Identification of RAPD and SCAR markers associated with yield traits in the Indian tropical tasar silkworm Antheraea mylitta drury

The tropical tasar silkworm, Antheraea mylitta, is a semi-domesticated vanya silk-producing insect of high economic importance. To date, no molecular marker associated with cocoon and shell weights has been identified in this species. In this report, we identified a randomly amplified polymorphic DNA (RAPD) marker and examined its inheritance, and also developed a stable diagnostic sequence-characterized amplified region (SCAR) marker.

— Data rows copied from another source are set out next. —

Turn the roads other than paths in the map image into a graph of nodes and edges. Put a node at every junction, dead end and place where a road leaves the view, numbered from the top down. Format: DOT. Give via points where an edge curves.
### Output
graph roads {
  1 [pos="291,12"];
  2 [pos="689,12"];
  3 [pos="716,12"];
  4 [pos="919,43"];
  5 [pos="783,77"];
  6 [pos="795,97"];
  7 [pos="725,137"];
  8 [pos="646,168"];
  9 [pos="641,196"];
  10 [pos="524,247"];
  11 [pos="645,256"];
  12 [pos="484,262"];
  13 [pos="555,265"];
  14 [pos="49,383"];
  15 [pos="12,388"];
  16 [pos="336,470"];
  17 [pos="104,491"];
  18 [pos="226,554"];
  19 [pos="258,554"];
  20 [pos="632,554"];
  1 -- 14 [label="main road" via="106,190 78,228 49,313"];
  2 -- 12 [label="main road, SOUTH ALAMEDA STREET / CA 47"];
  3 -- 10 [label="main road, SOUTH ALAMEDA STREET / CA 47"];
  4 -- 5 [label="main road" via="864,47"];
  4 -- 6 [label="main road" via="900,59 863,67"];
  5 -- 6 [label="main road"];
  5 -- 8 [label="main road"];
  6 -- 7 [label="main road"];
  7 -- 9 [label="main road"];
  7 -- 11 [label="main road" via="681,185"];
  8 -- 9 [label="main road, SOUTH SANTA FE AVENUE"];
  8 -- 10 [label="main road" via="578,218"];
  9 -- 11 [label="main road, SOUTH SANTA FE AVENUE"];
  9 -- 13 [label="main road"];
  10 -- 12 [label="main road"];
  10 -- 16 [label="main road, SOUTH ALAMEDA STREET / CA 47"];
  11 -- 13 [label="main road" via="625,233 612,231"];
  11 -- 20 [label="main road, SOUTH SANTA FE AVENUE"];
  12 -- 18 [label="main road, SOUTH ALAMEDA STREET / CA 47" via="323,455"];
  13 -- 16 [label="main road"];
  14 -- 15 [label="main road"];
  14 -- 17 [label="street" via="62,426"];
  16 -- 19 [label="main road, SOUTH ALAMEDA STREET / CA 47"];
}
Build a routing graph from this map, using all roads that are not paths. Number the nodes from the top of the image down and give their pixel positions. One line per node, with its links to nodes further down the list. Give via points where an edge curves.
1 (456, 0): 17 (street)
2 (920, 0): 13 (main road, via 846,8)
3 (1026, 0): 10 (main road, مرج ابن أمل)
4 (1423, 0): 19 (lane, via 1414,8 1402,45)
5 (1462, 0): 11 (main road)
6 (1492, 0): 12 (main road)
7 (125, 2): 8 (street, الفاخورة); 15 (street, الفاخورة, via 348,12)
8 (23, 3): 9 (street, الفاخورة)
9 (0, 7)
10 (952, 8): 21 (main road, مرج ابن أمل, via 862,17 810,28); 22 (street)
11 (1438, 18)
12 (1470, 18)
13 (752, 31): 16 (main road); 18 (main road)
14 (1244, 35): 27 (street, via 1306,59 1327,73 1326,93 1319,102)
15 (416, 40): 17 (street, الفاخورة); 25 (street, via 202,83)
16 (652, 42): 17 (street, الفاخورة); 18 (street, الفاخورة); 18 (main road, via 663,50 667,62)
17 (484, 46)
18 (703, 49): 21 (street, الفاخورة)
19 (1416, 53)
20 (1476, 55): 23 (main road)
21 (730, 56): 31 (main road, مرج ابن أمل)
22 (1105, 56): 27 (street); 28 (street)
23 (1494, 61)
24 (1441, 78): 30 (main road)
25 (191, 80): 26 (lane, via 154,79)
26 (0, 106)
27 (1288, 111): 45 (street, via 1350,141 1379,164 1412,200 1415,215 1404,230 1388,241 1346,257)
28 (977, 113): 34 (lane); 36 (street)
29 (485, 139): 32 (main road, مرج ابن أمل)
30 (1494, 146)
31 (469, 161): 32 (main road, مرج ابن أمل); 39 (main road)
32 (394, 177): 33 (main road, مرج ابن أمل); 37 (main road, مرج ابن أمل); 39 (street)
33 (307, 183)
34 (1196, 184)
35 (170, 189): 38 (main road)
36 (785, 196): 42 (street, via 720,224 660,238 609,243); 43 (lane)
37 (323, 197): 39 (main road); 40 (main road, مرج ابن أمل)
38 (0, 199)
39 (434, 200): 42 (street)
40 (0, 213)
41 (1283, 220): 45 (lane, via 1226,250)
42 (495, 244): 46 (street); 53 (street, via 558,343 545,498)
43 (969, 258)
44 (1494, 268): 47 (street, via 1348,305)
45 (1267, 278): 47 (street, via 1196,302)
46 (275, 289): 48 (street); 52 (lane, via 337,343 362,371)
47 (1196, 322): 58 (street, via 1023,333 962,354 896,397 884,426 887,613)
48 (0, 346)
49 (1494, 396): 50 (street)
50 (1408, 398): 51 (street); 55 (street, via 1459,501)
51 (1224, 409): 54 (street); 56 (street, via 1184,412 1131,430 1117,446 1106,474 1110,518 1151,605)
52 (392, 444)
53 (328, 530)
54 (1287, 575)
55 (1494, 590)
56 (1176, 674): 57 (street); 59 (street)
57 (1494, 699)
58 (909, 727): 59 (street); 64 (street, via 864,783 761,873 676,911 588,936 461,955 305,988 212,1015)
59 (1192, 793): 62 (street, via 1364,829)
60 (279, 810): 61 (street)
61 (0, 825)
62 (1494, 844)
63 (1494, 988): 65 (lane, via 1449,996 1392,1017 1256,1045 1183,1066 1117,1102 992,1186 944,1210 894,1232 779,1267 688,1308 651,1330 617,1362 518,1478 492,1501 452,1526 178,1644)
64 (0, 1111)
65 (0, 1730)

Silkworms were divided into groups with high (HCSW) and low (LCSW) cocoon and shell weights, and the F₂ progeny of a cross between these two groups were obtained. DNA from these silkworms was screened by PCR using 34 random primers and the resulting RAPD fragments were used for cluster analysis and discriminant function analysis (DFA). The clustering pattern in a UPGMA-based dendogram and DFA clearly distinguished the HCSW and LCSW groups. Multiple regression analysis identified five markers associated with cocoon and shell weights. The marker OPW16_{905 bp} showed the most significant association with cocoon and shell weights, and its inheritance was confirmed in F₂ progeny. Cloning and sequencing of this 905 bp fragment showed 88% identity between its 134 nucleotides and the Bmc-1/Yamato-like retroposon of A. mylitta. This marker was further converted into a diagnostic SCAR marker (SCOPW 16_{826 bp}). The SCAR marker developed here may be useful in identifying the right parental stock of tasar silk-worms for high cocoon and shell weights in breeding programs designed to enhance the productivity of tasar silk.     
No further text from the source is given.